Your task is to write out all of the records once more, exactly.

**Dataset excerpts**

※ ※ ※

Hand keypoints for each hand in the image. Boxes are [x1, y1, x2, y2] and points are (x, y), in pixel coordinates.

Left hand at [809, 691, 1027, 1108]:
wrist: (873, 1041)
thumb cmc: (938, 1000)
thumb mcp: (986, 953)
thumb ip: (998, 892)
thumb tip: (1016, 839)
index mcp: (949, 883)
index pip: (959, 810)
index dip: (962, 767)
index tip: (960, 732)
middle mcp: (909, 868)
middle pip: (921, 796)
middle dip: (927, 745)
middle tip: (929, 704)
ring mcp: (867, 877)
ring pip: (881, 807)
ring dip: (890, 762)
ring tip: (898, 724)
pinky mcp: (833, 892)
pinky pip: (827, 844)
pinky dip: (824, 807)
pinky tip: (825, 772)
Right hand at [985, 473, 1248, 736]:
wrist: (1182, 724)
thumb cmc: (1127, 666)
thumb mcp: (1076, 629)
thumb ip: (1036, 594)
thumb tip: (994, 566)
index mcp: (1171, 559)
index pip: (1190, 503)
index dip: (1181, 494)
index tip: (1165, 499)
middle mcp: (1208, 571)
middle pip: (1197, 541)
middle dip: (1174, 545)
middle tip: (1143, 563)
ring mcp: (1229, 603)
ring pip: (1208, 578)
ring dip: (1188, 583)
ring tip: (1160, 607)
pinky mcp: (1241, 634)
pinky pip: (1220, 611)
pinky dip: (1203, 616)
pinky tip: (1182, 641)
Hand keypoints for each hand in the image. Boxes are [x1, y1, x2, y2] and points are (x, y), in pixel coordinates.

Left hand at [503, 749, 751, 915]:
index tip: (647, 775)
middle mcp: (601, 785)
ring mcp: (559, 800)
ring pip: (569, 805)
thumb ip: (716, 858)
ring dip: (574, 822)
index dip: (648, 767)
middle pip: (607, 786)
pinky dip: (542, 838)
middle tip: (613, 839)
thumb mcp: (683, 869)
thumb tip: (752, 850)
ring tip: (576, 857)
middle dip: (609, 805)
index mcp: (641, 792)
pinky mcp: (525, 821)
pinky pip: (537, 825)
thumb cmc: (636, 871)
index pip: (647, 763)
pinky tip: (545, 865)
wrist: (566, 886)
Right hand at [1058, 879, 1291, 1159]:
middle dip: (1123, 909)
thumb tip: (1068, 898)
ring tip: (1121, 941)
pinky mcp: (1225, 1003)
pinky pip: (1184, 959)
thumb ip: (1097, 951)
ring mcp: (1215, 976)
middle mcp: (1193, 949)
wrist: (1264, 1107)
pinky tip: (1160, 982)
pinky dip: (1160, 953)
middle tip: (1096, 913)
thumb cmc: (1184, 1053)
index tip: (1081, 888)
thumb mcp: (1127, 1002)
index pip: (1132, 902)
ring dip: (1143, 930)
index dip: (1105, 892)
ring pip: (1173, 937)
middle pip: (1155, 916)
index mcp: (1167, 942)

※ ※ ※

**ANSWER SPACE**
Hand keypoints for each hand in the image. Boxes are [x1, y1, x2, y2] and points are (x, y), in pixel coordinates.

Left hand at [809, 691, 1027, 1108]:
wrist: (873, 1041)
thumb cmc: (938, 1000)
thumb mcp: (986, 953)
thumb ip: (998, 892)
thumb tip: (1016, 839)
index mcp: (949, 883)
index pip: (959, 810)
index dip: (962, 767)
index tip: (960, 732)
middle mcp: (909, 868)
middle pip: (921, 796)
middle dip: (927, 745)
middle tip: (929, 704)
ring mcp: (867, 877)
ring pip: (881, 807)
ring dip: (890, 762)
ring tip: (898, 724)
pinky mcp: (833, 892)
pinky pip: (827, 844)
pinky dip: (824, 807)
pinky tip: (825, 772)
Right hand at [985, 473, 1248, 736]:
wrist: (1182, 724)
thumb cmc: (1127, 666)
thumb mcp: (1076, 629)
thumb ip: (1036, 594)
thumb tip: (994, 566)
index mcp: (1171, 559)
index pip: (1190, 503)
index dip: (1181, 494)
index tip: (1165, 499)
middle mcp: (1208, 571)
middle pip: (1197, 541)
middle dip: (1174, 545)
middle tip: (1143, 563)
ring mcp: (1229, 603)
ring pip: (1208, 578)
ring dip: (1188, 583)
ring tip: (1160, 607)
pinky mcp: (1241, 634)
pinky pip: (1220, 611)
pinky dip: (1203, 616)
pinky tip: (1182, 641)
Hand keypoints for each hand in the image. Boxes are [x1, y1, x2, y2] and points are (x, y), in pixel coordinates.

Left hand at [503, 749, 751, 915]:
index tip: (647, 775)
middle mcp: (601, 785)
ring mcp: (559, 800)
ring pip: (569, 805)
thumb ip: (716, 858)
ring dip: (574, 822)
index dip: (648, 767)
middle pip: (607, 786)
pinky dip: (542, 838)
middle tip: (613, 839)
thumb mcp: (683, 869)
thumb tip: (752, 850)
ring tip: (576, 857)
middle dip: (609, 805)
index mcp: (641, 792)
pinky mcp: (525, 821)
pinky pip: (537, 825)
thumb cmc: (636, 871)
index pip: (647, 763)
pinky tip: (545, 865)
wrist: (566, 886)
Right hand at [1058, 879, 1291, 1159]:
middle dip: (1123, 909)
thumb tip: (1068, 898)
ring tip: (1121, 941)
pinky mcp: (1225, 1003)
pinky pip: (1184, 959)
thumb ip: (1097, 951)
ring mcp: (1215, 976)
middle mcp: (1193, 949)
wrist: (1264, 1107)
pinky tip: (1160, 982)
pinky dip: (1160, 953)
middle tip: (1096, 913)
thumb cmc: (1184, 1053)
index tip: (1081, 888)
thumb mcp: (1127, 1002)
index pip: (1132, 902)
ring dip: (1143, 930)
index dip: (1105, 892)
ring pip: (1173, 937)
middle pip: (1155, 916)
index mcp: (1167, 942)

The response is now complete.